Your objective:
The response should consist of the records that follow, printed exactly.

● ● ● ● ●

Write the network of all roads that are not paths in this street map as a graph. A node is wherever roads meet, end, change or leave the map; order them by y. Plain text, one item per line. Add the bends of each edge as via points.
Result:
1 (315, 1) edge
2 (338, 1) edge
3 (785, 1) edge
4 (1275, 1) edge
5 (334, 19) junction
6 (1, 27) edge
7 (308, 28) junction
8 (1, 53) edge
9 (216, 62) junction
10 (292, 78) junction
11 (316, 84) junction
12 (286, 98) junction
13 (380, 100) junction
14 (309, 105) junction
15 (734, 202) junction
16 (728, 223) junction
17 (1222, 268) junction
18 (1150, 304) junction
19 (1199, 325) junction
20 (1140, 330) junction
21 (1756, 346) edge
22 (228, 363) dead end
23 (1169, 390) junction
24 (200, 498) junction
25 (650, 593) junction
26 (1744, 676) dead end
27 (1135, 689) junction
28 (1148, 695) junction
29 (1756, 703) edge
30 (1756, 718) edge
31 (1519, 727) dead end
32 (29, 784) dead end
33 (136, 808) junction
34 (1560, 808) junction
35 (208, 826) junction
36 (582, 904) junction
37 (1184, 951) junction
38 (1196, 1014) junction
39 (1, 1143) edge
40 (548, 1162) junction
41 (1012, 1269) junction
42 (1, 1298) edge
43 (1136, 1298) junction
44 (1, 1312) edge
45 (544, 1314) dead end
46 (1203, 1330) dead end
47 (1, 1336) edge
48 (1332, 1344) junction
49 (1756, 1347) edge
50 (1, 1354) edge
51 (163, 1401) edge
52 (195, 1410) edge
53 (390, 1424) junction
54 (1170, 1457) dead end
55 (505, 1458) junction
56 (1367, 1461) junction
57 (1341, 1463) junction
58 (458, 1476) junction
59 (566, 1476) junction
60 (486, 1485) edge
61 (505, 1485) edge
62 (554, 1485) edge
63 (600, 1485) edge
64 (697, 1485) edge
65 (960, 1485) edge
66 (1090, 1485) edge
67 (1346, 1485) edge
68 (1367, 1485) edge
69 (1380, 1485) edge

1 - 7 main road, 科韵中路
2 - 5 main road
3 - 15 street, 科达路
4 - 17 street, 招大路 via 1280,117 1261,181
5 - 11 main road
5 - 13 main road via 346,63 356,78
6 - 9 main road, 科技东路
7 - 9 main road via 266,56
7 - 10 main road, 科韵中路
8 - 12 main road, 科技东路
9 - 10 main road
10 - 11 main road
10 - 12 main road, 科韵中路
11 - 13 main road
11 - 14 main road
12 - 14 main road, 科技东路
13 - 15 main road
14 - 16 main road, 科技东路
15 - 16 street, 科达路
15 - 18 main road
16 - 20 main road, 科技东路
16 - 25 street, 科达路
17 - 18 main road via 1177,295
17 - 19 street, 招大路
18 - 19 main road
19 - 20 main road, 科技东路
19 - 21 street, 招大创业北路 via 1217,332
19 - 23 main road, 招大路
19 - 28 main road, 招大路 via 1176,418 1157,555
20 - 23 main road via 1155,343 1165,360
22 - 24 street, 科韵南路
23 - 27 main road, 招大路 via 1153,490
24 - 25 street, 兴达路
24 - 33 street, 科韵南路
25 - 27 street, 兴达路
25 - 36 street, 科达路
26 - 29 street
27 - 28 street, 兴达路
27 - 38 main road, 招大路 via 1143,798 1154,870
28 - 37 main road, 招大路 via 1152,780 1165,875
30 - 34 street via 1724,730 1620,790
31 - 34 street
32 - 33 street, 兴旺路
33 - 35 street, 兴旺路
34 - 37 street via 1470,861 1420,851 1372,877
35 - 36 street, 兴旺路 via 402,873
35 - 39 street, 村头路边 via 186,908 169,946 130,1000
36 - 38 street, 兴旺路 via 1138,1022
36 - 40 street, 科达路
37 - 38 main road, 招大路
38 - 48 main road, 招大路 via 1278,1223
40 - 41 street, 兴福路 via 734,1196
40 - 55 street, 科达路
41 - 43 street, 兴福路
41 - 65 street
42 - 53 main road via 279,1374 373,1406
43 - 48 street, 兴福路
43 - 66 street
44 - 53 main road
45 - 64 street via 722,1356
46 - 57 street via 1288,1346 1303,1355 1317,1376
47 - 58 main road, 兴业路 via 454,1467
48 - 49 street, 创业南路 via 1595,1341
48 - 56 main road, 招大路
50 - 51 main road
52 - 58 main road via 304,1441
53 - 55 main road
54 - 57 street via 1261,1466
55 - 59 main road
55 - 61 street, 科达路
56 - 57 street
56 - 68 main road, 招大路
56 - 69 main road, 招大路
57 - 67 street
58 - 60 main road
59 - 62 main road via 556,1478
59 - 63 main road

● ● ● ● ●

Answer to this problem:
Write the network of all roads that are not paths in this street map as a graph. A node is wherever roads meet, end, change or leave the map; order them by y. Plain text, one item per line. Add the bends of each edge as via points.
Result:
1 (315, 1) edge
2 (338, 1) edge
3 (785, 1) edge
4 (1275, 1) edge
5 (334, 19) junction
6 (1, 27) edge
7 (308, 28) junction
8 (1, 53) edge
9 (216, 62) junction
10 (292, 78) junction
11 (316, 84) junction
12 (286, 98) junction
13 (380, 100) junction
14 (309, 105) junction
15 (734, 202) junction
16 (728, 223) junction
17 (1222, 268) junction
18 (1150, 304) junction
19 (1199, 325) junction
20 (1140, 330) junction
21 (1756, 346) edge
22 (228, 363) dead end
23 (1169, 390) junction
24 (200, 498) junction
25 (650, 593) junction
26 (1744, 676) dead end
27 (1135, 689) junction
28 (1148, 695) junction
29 (1756, 703) edge
30 (1756, 718) edge
31 (1519, 727) dead end
32 (29, 784) dead end
33 (136, 808) junction
34 (1560, 808) junction
35 (208, 826) junction
36 (582, 904) junction
37 (1184, 951) junction
38 (1196, 1014) junction
39 (1, 1143) edge
40 (548, 1162) junction
41 (1012, 1269) junction
42 (1, 1298) edge
43 (1136, 1298) junction
44 (1, 1312) edge
45 (544, 1314) dead end
46 (1203, 1330) dead end
47 (1, 1336) edge
48 (1332, 1344) junction
49 (1756, 1347) edge
50 (1, 1354) edge
51 (163, 1401) edge
52 (195, 1410) edge
53 (390, 1424) junction
54 (1170, 1457) dead end
55 (505, 1458) junction
56 (1367, 1461) junction
57 (1341, 1463) junction
58 (458, 1476) junction
59 (566, 1476) junction
60 (486, 1485) edge
61 (505, 1485) edge
62 (554, 1485) edge
63 (600, 1485) edge
64 (697, 1485) edge
65 (960, 1485) edge
66 (1090, 1485) edge
67 (1346, 1485) edge
68 (1367, 1485) edge
69 (1380, 1485) edge

1 - 7 main road, 科韵中路
2 - 5 main road
3 - 15 street, 科达路
4 - 17 street, 招大路 via 1280,117 1261,181
5 - 11 main road
5 - 13 main road via 346,63 356,78
6 - 9 main road, 科技东路
7 - 9 main road via 266,56
7 - 10 main road, 科韵中路
8 - 12 main road, 科技东路
9 - 10 main road
10 - 11 main road
10 - 12 main road, 科韵中路
11 - 13 main road
11 - 14 main road
12 - 14 main road, 科技东路
13 - 15 main road
14 - 16 main road, 科技东路
15 - 16 street, 科达路
15 - 18 main road
16 - 20 main road, 科技东路
16 - 25 street, 科达路
17 - 18 main road via 1177,295
17 - 19 street, 招大路
18 - 19 main road
19 - 20 main road, 科技东路
19 - 21 street, 招大创业北路 via 1217,332
19 - 23 main road, 招大路
19 - 28 main road, 招大路 via 1176,418 1157,555
20 - 23 main road via 1155,343 1165,360
22 - 24 street, 科韵南路
23 - 27 main road, 招大路 via 1153,490
24 - 25 street, 兴达路
24 - 33 street, 科韵南路
25 - 27 street, 兴达路
25 - 36 street, 科达路
26 - 29 street
27 - 28 street, 兴达路
27 - 38 main road, 招大路 via 1143,798 1154,870
28 - 37 main road, 招大路 via 1152,780 1165,875
30 - 34 street via 1724,730 1620,790
31 - 34 street
32 - 33 street, 兴旺路
33 - 35 street, 兴旺路
34 - 37 street via 1470,861 1420,851 1372,877
35 - 36 street, 兴旺路 via 402,873
35 - 39 street, 村头路边 via 186,908 169,946 130,1000
36 - 38 street, 兴旺路 via 1138,1022
36 - 40 street, 科达路
37 - 38 main road, 招大路
38 - 48 main road, 招大路 via 1278,1223
40 - 41 street, 兴福路 via 734,1196
40 - 55 street, 科达路
41 - 43 street, 兴福路
41 - 65 street
42 - 53 main road via 279,1374 373,1406
43 - 48 street, 兴福路
43 - 66 street
44 - 53 main road
45 - 64 street via 722,1356
46 - 57 street via 1288,1346 1303,1355 1317,1376
47 - 58 main road, 兴业路 via 454,1467
48 - 49 street, 创业南路 via 1595,1341
48 - 56 main road, 招大路
50 - 51 main road
52 - 58 main road via 304,1441
53 - 55 main road
54 - 57 street via 1261,1466
55 - 59 main road
55 - 61 street, 科达路
56 - 57 street
56 - 68 main road, 招大路
56 - 69 main road, 招大路
57 - 67 street
58 - 60 main road
59 - 62 main road via 556,1478
59 - 63 main road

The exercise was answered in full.